The Treasury also announced it will borrow $677 billion in Q3, bringing the full fiscal year total borrowing to an estimated $4.5 trillion. For comparison, it borrowed $477 billion in Q1 2020.

However, with the widespread expectations of additional stimulus or aid packages to fight the economic downturn, this amount will very likely balloon to even greater amounts in the coming months.

Borrowing Cash for Stimulus

Nancy Vanden Houten, an economist at Oxford Economics, said Monday, “Borrowing needs are skyrocketing as Treasury needs cash to fund stimulus measures and to compensate for a plunge in revenues caused by massive job losses.”

“Even before the pandemic there was going to be some increased funding needs going forward. But now all things are out the window,” said Mike Lorizio, senior fixed income trader at Manulife Investment Management.

The Treasury’s official statement reads: “The increase in privately-held net marketable borrowing is primarily driven by the impact of the COVID-19 outbreak, including expenditures from new legislation to assist individuals and businesses, changes to tax receipts including the deferral of individual and business taxes from April – June until July, and an increase in the assumed end-of-June Treasury cash balance.”

The Treasury is also acting as a backstop for the Federal Reserve. They issued guarantees for programs that are providing another $2.2 trillion in funding to businesses and households.

The offshoot of these aid packages is a stunning increase in our national debt.
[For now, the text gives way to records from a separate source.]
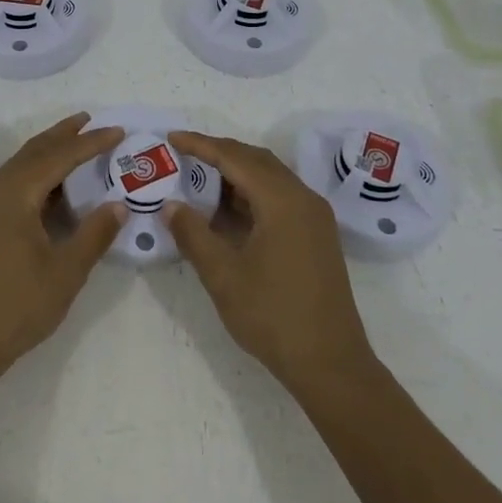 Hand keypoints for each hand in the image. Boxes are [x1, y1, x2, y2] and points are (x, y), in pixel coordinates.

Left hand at [0, 114, 124, 381]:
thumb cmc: (16, 306)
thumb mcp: (66, 272)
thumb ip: (95, 234)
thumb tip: (119, 205)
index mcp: (14, 193)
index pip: (60, 156)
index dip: (91, 142)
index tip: (118, 130)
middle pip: (34, 151)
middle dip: (64, 135)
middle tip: (91, 120)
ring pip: (20, 165)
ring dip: (48, 153)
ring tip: (75, 144)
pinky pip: (11, 183)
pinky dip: (35, 174)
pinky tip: (50, 188)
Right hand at [166, 131, 376, 396]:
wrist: (330, 364)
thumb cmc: (273, 316)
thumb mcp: (223, 275)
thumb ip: (193, 234)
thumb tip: (170, 205)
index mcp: (283, 201)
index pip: (235, 158)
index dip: (201, 145)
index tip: (171, 138)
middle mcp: (303, 199)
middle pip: (256, 160)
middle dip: (218, 153)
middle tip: (183, 154)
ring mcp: (314, 217)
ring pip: (270, 178)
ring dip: (235, 174)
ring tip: (199, 180)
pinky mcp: (316, 235)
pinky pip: (280, 198)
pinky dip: (251, 195)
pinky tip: (227, 211) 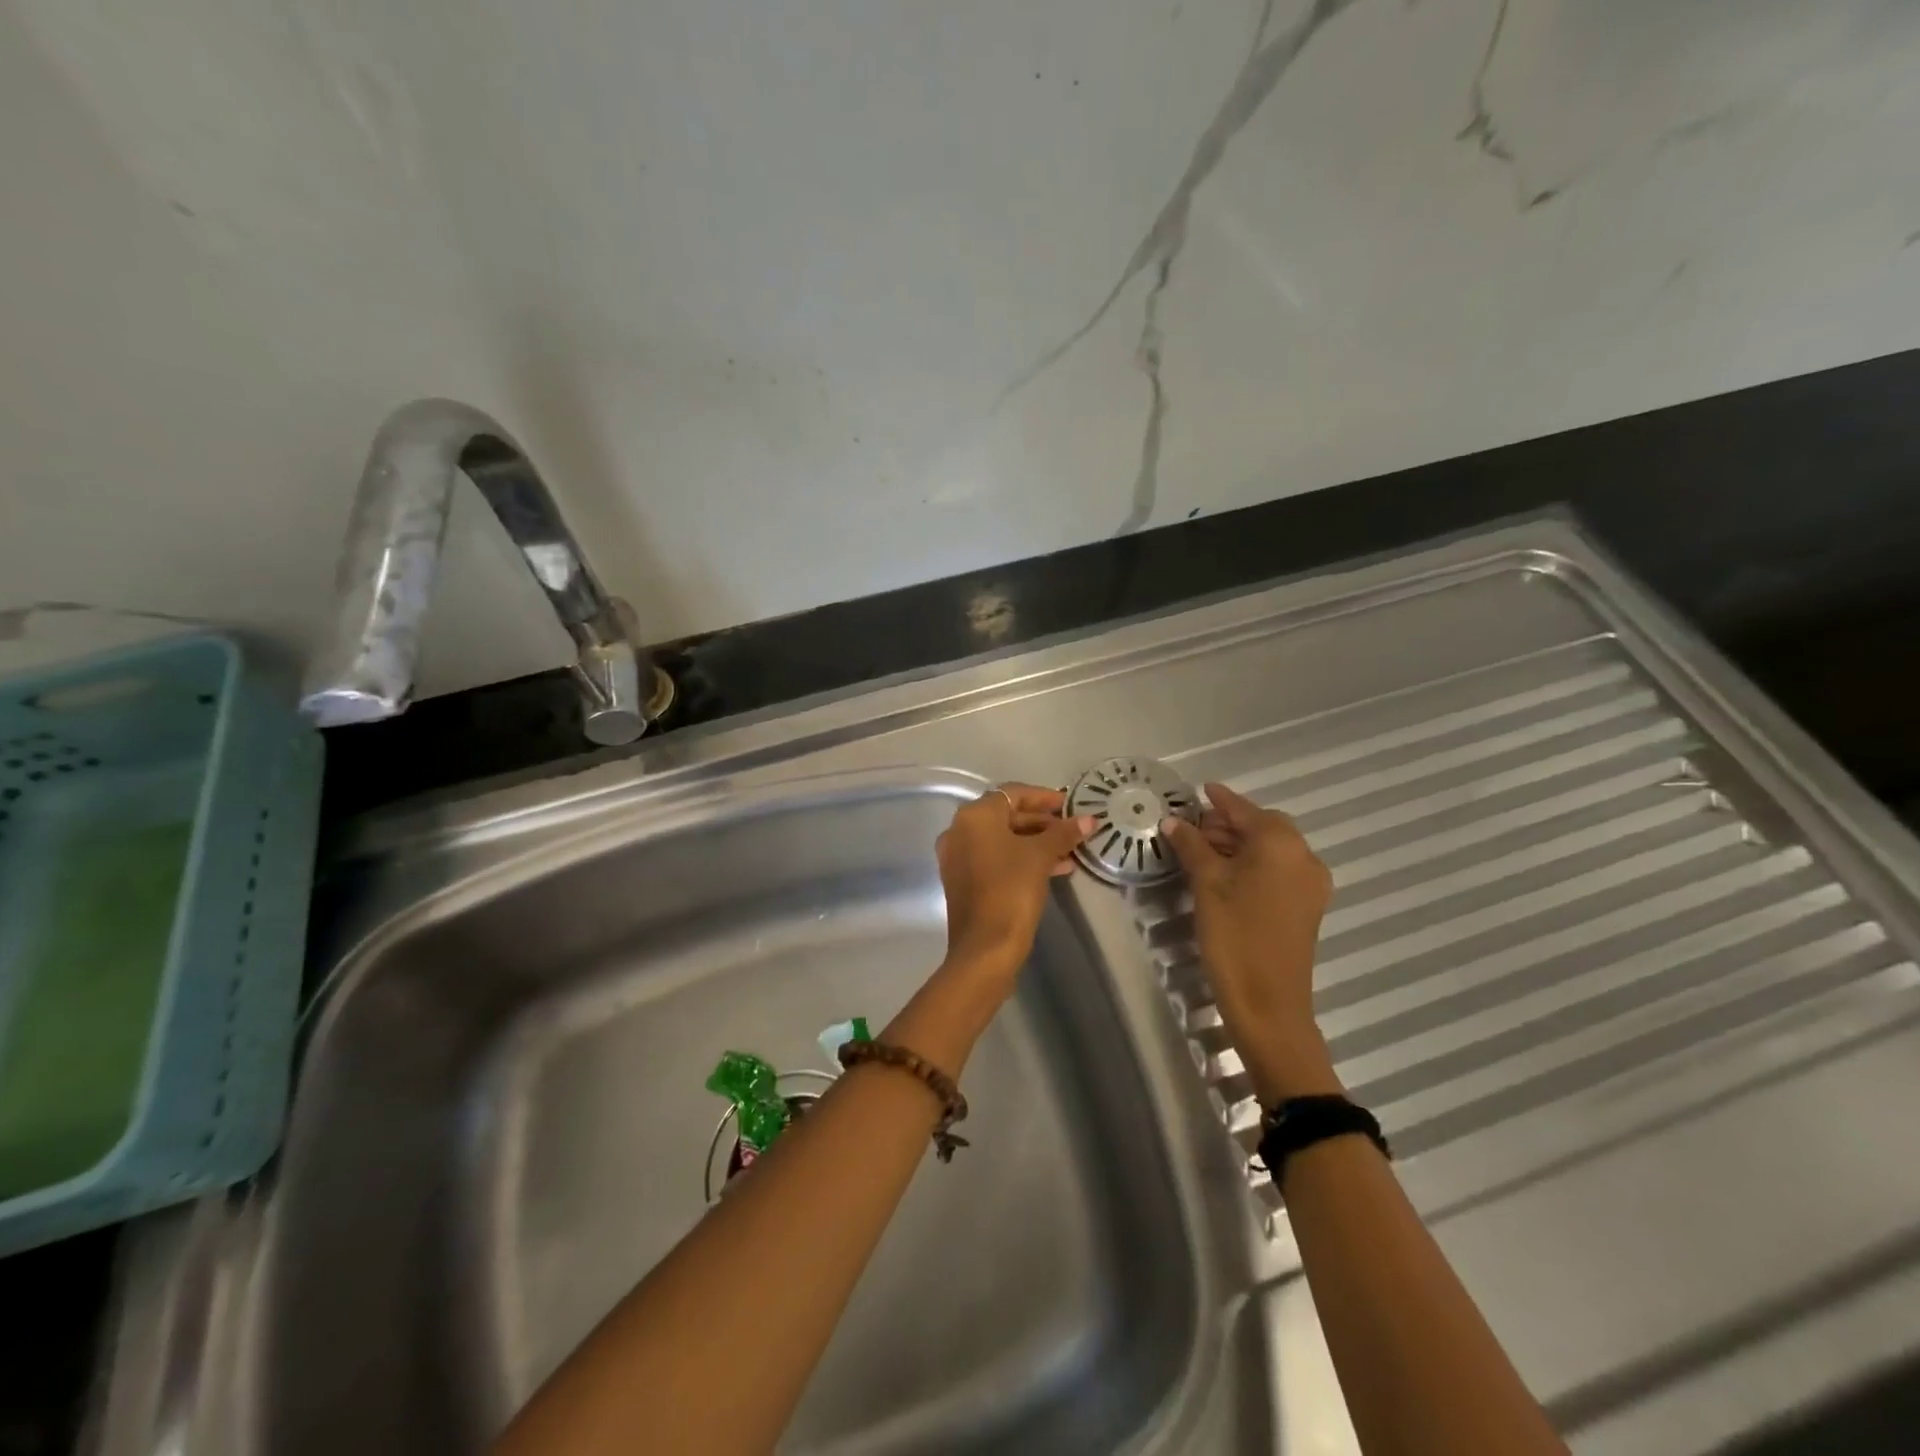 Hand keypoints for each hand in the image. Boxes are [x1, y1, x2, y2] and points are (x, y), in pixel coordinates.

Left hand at [935, 783, 1092, 985]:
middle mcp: (959, 831)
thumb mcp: (1041, 856)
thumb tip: (1089, 819)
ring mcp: (958, 857)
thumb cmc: (1011, 890)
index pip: (1014, 794)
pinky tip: (1054, 869)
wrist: (985, 947)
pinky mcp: (963, 880)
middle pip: (1006, 815)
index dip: (1045, 797)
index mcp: (974, 816)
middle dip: (1043, 822)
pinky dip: (1021, 858)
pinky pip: (995, 858)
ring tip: (1070, 852)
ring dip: (1036, 842)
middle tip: (1072, 830)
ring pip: (1003, 839)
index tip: (1071, 806)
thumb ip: (1064, 833)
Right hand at [1160, 782, 1341, 1100]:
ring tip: (1202, 851)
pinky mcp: (1307, 905)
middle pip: (1263, 826)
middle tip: (1192, 829)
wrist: (1268, 1002)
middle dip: (1228, 823)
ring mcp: (1310, 883)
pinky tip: (1226, 874)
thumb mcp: (1206, 884)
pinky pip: (1279, 869)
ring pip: (1271, 849)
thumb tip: (1172, 821)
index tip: (1200, 789)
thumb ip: (1191, 845)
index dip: (1219, 799)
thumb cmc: (1234, 935)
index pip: (1244, 809)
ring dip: (1240, 844)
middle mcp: (1304, 856)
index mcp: (1281, 843)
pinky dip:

This increase happened in a very short period of time.

Increase in National Debt

Since March 1, the national debt has grown by $1.5 trillion to $24.9 trillion, a 6.4% increase. The budget deficit through the first six months of the fiscal year that ended in March was $744 billion. It is easily on pace to be the biggest deficit in U.S. history.

In mid-April the Committee for a Responsible Federal Budget projected that the budget shortfall will nearly quadruple to $3.8 trillion from $984 billion this year. The group added that the only other period in US history with a similar deficit-to-GDP ratio was while our country was heavily involved in World War II.

Fortunately for Treasury, it’s cheap to borrow money right now. Interest rates are effectively zero and will likely remain so for quite some time. It will continue as the economy tries to rebound from economic and job losses brought on by the coronavirus.

If and when rates move higher, it will become increasingly difficult to afford the interest payments on the debt. It will be even harder to find enough revenue to pay down the debt.

A report from Jefferies said, “At this point, Treasury needs to find every available avenue to raise as much cash as efficiently as possible.”